Begin at the line below that has "thumb cmc: (762, 933)". Stop after the line that has "pinky tip: (227, 168)", repeating each line exactly and leaving out the pictures.

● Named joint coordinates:
##############################
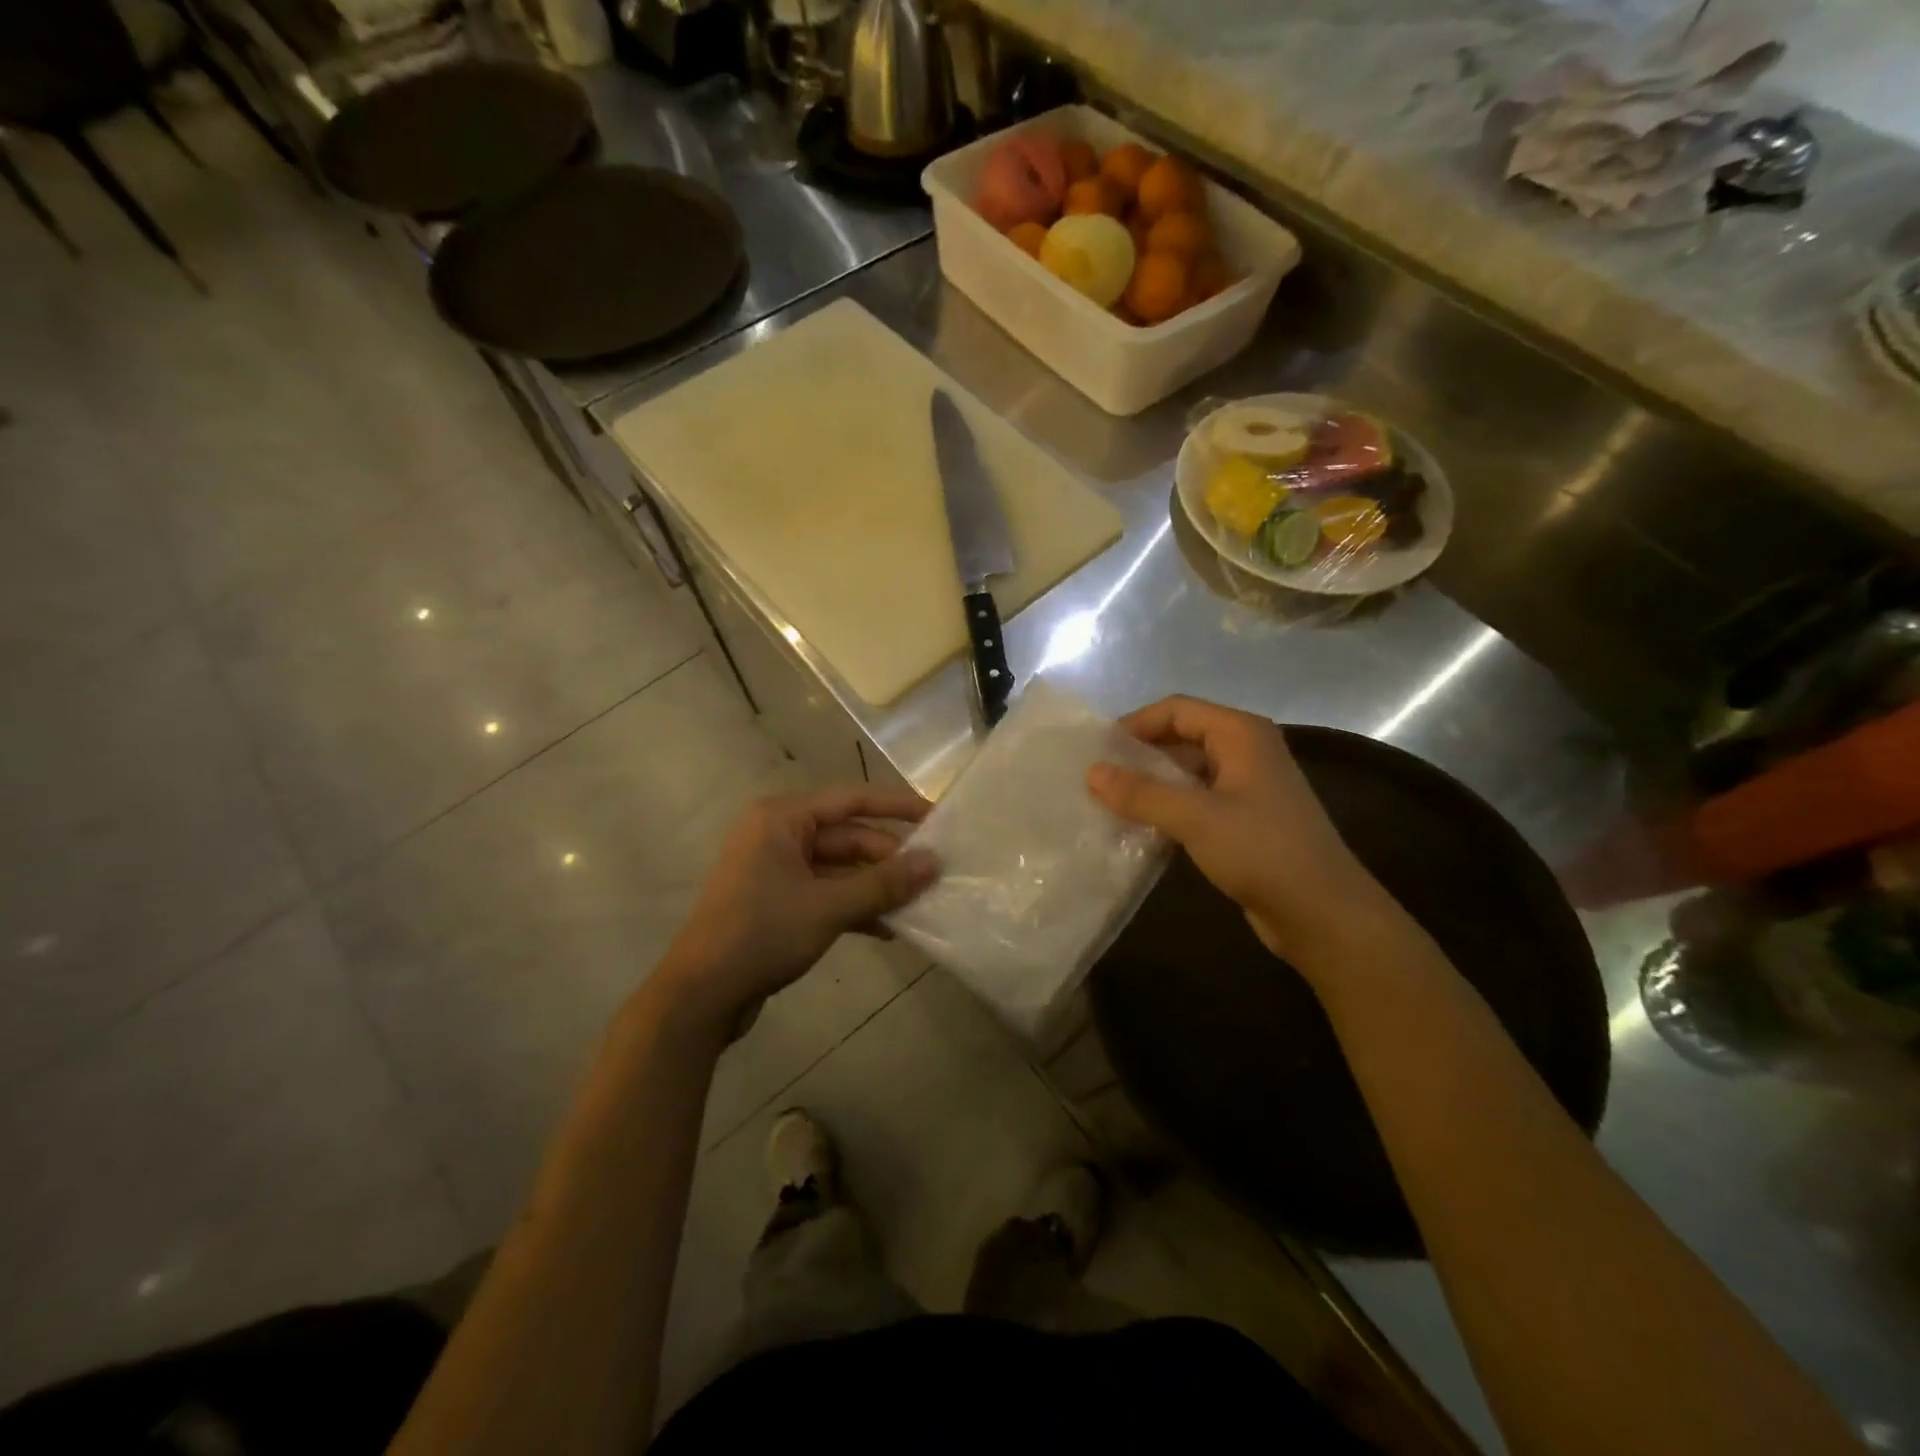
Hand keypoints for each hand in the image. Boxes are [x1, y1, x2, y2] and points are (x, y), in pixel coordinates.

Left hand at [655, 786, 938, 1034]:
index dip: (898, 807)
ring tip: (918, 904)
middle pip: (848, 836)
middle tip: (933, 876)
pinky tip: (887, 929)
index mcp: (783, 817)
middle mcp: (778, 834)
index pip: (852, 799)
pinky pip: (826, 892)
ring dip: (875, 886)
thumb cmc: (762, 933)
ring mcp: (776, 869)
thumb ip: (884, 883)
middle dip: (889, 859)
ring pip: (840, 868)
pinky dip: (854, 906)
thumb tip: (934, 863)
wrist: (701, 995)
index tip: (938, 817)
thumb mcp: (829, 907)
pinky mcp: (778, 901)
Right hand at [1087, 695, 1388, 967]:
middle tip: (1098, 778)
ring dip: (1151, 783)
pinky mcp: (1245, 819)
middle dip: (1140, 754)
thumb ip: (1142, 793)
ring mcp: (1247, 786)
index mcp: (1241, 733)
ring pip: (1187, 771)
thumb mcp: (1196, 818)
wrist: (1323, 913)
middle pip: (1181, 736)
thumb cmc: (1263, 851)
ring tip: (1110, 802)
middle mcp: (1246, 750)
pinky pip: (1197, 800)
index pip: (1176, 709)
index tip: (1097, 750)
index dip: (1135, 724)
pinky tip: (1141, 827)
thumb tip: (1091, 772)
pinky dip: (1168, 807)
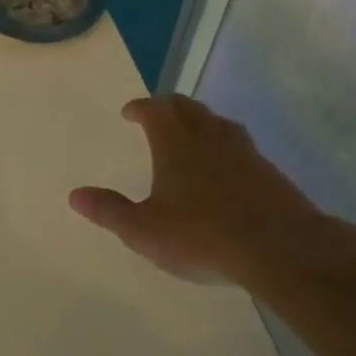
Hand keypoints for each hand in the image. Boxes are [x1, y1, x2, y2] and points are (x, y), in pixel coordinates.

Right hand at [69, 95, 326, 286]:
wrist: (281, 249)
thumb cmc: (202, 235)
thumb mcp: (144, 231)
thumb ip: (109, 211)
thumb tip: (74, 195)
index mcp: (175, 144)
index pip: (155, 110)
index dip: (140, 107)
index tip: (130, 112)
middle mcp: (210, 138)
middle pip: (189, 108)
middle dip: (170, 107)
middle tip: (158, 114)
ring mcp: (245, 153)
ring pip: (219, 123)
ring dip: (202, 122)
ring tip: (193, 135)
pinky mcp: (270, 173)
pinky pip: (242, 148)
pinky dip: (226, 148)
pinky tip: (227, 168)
##############################
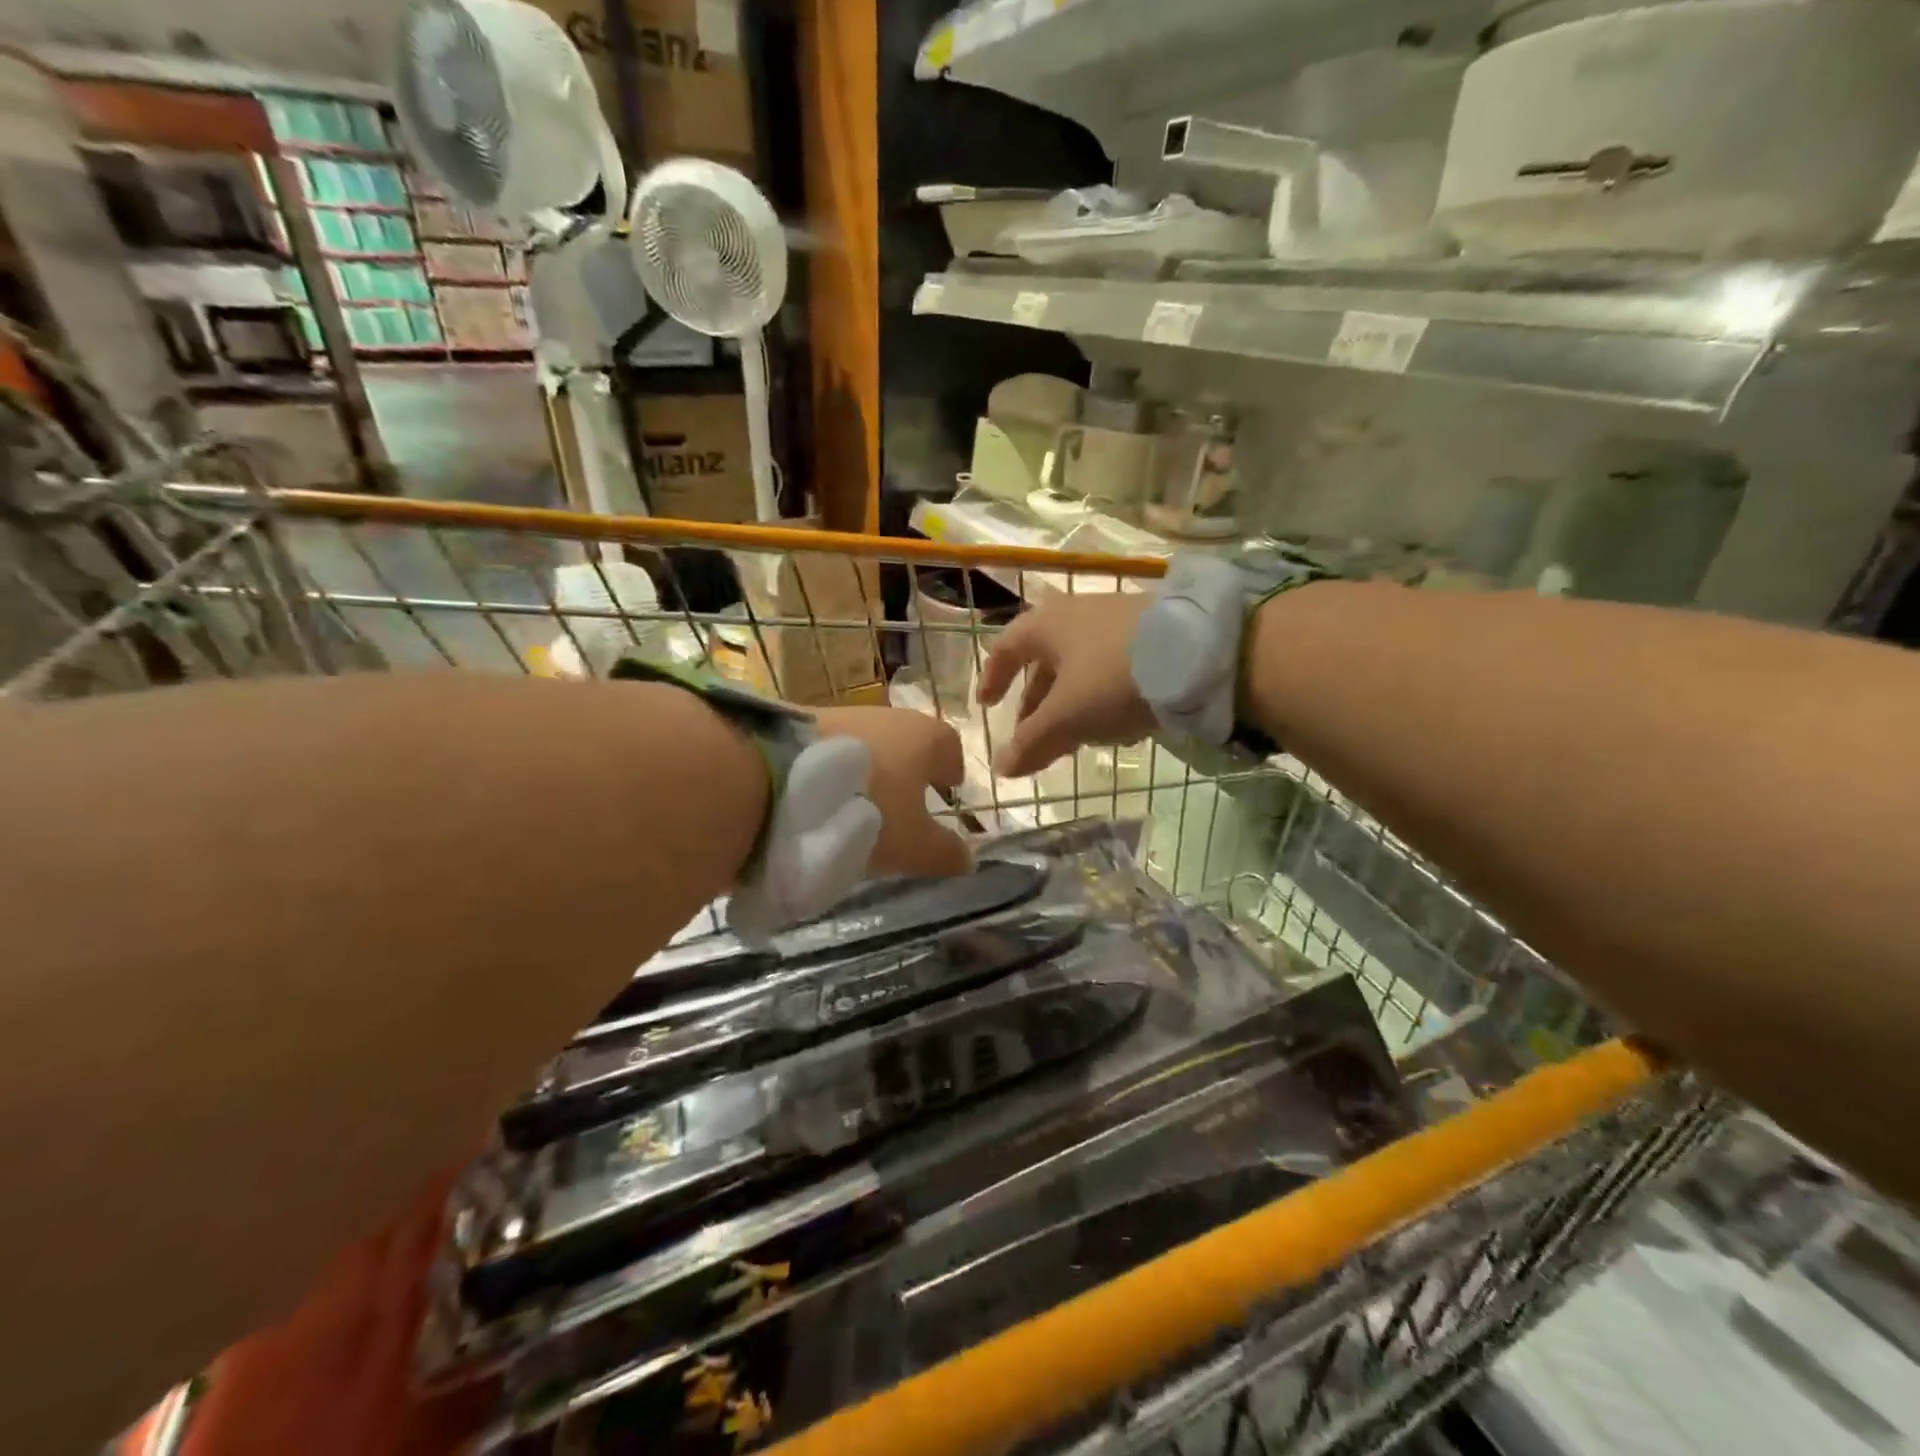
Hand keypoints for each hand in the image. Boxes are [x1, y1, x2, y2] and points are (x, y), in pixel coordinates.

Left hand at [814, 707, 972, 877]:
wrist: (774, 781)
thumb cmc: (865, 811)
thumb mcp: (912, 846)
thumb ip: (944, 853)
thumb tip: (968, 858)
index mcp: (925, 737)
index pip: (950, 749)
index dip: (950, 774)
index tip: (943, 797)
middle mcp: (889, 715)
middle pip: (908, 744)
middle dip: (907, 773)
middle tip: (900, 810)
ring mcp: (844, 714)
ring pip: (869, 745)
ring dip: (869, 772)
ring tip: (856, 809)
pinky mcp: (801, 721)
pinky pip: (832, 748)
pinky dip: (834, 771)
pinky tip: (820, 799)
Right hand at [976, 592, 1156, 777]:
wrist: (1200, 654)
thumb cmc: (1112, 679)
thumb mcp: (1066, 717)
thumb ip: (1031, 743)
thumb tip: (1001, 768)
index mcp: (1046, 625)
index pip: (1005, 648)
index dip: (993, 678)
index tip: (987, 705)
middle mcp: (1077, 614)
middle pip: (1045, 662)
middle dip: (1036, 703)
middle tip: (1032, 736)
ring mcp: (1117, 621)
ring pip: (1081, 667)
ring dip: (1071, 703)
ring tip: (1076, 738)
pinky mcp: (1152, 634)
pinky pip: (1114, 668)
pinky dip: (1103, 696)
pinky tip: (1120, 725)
##############################
● Reply:
thumb cmc: (762, 933)
ring mcp: (776, 869)
thumb ip: (884, 883)
middle dip: (889, 859)
ring pip: (840, 868)
pinky dip: (854, 906)
thumb tip: (934, 863)
wrist: (701, 995)
index tip: (938, 817)
thumb mcp: (829, 907)
pinky mcp: (778, 901)
Right hand at [1087, 695, 1388, 967]:
middle tip: (1098, 778)
ring dip: (1151, 783)
pinky mcp: (1245, 819)
middle dip: (1140, 754)
thumb ip: (1142, 793)
ring mcp: (1247, 786)
index mcp: (1241, 733)
ring pip: (1187, 771)
thumb mcp: (1196, 818)
wrist: (1323, 913)
middle pip: (1181, 736)
thumb cmc: (1263, 851)
ring tip: (1110, 802)
middle mcp: (1246, 750)
pinky pip: (1197, 800)
index pip: (1176, 709)
index tip: (1097, 750)
index dip: (1135, 724)
pinky tip: (1141, 827)
thumb tip: (1091, 772)
pinky dip: (1168, 807)
Hand keypoints for each hand in the image. Boxes are [x1, y1, x2, y2] and points are (x, y), in pixel coordinates.

Right hand at [69, 95, 326, 286]:
wrist: (281, 249)
thumb cmc: (202, 235)
thumb mcp: (144, 231)
thumb ip: (109, 211)
thumb tip: (74, 195)
index mcp: (175, 144)
index pip: (155, 110)
index dip: (140, 107)
index tip: (130, 112)
middle mcp: (210, 138)
middle pip: (189, 108)
middle dip: (170, 107)
middle tip: (158, 114)
ring mcp: (245, 153)
ring pip: (219, 123)
ring dip: (202, 122)
ring tip: (193, 135)
pinky mcp: (270, 173)
pinky pip: (242, 148)
pinky dip: (226, 148)
pinky tip: (227, 168)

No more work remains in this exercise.